Aree vulnerabili ai nitrati, in Lombardia uno studio per rivedere i perimetri

La Regione Lombardia presenterà a breve uno studio preliminare condotto dall’Università di Milano, secondo il quale la responsabilità degli agenti inquinanti sul territorio vulnerabile ai nitrati, un’area pari a circa 800mila ha, non deve essere addebitata esclusivamente al mondo agrozootecnico. Si tratta in pratica di un lavoro che in qualche misura anticipa lo studio che sta conducendo l’Ispra (v.
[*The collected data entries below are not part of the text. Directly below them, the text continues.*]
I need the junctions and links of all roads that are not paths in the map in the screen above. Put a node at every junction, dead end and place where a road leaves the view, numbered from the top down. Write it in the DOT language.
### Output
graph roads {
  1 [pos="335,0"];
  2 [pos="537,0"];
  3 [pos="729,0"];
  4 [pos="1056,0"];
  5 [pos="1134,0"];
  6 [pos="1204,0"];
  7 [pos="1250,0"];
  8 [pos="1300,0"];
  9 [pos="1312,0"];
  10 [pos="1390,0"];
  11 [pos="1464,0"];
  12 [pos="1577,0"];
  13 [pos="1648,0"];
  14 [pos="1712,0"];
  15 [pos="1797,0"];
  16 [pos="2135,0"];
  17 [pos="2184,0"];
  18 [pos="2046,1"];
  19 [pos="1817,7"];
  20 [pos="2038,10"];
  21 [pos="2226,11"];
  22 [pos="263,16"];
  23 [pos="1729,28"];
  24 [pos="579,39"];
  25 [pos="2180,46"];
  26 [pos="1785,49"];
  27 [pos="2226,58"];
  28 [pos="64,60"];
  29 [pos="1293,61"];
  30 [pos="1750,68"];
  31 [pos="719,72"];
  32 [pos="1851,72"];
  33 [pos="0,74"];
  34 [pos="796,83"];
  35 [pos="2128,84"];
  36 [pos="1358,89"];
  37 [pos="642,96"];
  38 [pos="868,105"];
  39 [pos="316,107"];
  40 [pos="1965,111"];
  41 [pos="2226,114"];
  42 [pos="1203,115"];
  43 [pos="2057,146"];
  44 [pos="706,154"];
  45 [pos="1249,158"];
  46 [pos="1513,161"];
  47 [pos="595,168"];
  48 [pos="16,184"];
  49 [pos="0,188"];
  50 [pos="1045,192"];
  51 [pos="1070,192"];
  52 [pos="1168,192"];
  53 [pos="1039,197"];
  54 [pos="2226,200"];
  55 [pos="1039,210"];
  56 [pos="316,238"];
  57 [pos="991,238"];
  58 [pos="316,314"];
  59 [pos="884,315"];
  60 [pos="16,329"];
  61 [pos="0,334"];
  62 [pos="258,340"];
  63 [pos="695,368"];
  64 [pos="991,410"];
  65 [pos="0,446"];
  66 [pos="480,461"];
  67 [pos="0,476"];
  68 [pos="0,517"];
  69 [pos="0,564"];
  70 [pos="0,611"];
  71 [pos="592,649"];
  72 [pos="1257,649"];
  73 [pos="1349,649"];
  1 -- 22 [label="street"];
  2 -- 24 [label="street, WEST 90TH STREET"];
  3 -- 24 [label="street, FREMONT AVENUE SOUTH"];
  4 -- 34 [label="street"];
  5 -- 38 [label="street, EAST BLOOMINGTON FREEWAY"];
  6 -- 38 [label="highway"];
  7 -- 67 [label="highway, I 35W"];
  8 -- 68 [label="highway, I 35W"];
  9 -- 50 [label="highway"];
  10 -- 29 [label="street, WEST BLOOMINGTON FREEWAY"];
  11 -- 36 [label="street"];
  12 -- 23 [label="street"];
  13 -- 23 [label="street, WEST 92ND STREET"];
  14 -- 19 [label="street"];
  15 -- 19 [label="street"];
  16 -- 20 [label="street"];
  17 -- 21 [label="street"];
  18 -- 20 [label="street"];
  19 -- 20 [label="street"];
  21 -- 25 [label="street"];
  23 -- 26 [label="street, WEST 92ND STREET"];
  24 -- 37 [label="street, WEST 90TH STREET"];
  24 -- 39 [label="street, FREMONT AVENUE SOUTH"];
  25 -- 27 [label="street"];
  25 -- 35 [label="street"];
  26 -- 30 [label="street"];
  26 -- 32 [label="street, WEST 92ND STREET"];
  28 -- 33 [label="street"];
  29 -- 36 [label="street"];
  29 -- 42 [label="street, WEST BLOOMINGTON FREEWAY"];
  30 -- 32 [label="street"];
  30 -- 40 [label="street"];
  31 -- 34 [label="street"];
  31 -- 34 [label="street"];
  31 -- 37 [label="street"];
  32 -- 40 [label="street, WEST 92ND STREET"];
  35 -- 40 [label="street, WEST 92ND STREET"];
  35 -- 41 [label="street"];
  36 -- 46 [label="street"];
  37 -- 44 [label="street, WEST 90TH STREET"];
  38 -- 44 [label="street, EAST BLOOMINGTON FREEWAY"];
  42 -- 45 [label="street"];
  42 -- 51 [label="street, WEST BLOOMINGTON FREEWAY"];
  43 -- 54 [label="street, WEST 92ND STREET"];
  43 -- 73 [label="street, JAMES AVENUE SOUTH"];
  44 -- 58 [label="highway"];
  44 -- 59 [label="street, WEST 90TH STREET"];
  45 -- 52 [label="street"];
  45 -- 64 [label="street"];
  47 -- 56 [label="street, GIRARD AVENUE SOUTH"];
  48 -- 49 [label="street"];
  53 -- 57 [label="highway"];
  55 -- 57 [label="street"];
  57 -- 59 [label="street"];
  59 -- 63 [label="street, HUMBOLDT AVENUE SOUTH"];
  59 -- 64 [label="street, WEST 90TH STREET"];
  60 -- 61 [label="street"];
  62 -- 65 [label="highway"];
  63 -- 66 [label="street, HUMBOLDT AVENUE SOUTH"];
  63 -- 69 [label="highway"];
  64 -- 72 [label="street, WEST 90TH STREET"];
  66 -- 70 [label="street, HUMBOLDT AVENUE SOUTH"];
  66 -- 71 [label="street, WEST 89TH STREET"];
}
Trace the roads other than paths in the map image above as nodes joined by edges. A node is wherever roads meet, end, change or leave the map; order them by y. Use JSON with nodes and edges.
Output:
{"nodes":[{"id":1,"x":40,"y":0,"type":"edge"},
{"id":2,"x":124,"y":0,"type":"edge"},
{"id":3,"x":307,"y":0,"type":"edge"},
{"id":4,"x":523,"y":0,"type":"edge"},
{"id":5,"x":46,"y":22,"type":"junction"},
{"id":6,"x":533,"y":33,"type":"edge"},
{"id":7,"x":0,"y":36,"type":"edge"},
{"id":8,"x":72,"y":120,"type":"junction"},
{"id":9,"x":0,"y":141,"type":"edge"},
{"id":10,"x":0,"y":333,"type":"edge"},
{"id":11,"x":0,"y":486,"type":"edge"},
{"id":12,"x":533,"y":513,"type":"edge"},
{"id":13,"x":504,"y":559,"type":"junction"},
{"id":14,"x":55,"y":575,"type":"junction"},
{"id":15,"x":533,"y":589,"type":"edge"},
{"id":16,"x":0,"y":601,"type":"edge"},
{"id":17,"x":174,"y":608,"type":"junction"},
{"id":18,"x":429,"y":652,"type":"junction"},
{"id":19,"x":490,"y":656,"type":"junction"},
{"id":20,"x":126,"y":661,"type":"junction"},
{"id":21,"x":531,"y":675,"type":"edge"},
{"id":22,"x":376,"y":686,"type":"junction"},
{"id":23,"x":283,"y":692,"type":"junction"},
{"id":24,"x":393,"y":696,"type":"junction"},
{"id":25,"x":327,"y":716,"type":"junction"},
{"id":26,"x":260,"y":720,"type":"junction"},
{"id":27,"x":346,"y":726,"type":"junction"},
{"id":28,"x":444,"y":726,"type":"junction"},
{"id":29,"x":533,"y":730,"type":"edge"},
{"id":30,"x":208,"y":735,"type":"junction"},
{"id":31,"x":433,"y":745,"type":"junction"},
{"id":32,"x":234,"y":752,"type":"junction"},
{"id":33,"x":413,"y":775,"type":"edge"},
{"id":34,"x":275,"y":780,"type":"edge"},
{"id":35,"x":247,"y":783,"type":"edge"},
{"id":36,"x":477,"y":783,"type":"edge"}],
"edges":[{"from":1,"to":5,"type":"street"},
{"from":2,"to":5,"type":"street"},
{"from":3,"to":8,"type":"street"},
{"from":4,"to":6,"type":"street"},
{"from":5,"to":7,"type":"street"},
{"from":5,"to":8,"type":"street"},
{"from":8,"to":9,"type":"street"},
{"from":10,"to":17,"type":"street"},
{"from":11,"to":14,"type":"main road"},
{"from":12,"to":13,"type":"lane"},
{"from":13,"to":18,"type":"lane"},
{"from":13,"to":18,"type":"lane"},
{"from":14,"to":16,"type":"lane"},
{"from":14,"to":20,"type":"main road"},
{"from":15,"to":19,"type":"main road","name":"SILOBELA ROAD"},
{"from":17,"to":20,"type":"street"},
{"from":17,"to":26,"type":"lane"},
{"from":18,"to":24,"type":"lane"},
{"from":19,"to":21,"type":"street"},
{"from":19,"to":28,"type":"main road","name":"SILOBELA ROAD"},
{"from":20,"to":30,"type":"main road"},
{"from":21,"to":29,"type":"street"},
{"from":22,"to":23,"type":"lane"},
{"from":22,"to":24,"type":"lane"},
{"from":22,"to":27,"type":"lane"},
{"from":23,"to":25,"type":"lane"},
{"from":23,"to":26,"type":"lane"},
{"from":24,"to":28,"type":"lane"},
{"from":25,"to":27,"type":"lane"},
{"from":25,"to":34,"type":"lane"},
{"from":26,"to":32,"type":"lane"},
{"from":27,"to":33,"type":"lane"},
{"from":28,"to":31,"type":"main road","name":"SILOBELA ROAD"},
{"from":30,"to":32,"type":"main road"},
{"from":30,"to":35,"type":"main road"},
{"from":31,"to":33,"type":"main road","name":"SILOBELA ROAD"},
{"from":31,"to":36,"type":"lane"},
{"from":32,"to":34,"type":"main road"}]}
Notiziario Agrifood del 12 novembre) e che punta a una ridefinizione della perimetrazione delle aree vulnerabili. “Le relazioni basate su dati scientifici certi – ha dichiarato in una nota l’assessore all’Agricoltura della Lombardia, Gianni Fava – anticipano le ricerche che Ispra sta portando avanti e non fanno altro che avvalorare la tesi secondo la quale è arrivato il momento di accettare il fatto che i fattori inquinanti di suolo e acqua non possono essere totalmente scaricati sul mondo agrozootecnico”. La ricerca di Ispra, che sul tema dell’inquinamento detiene comunque l’ultima parola, dovrebbe essere presentata nella primavera 2014.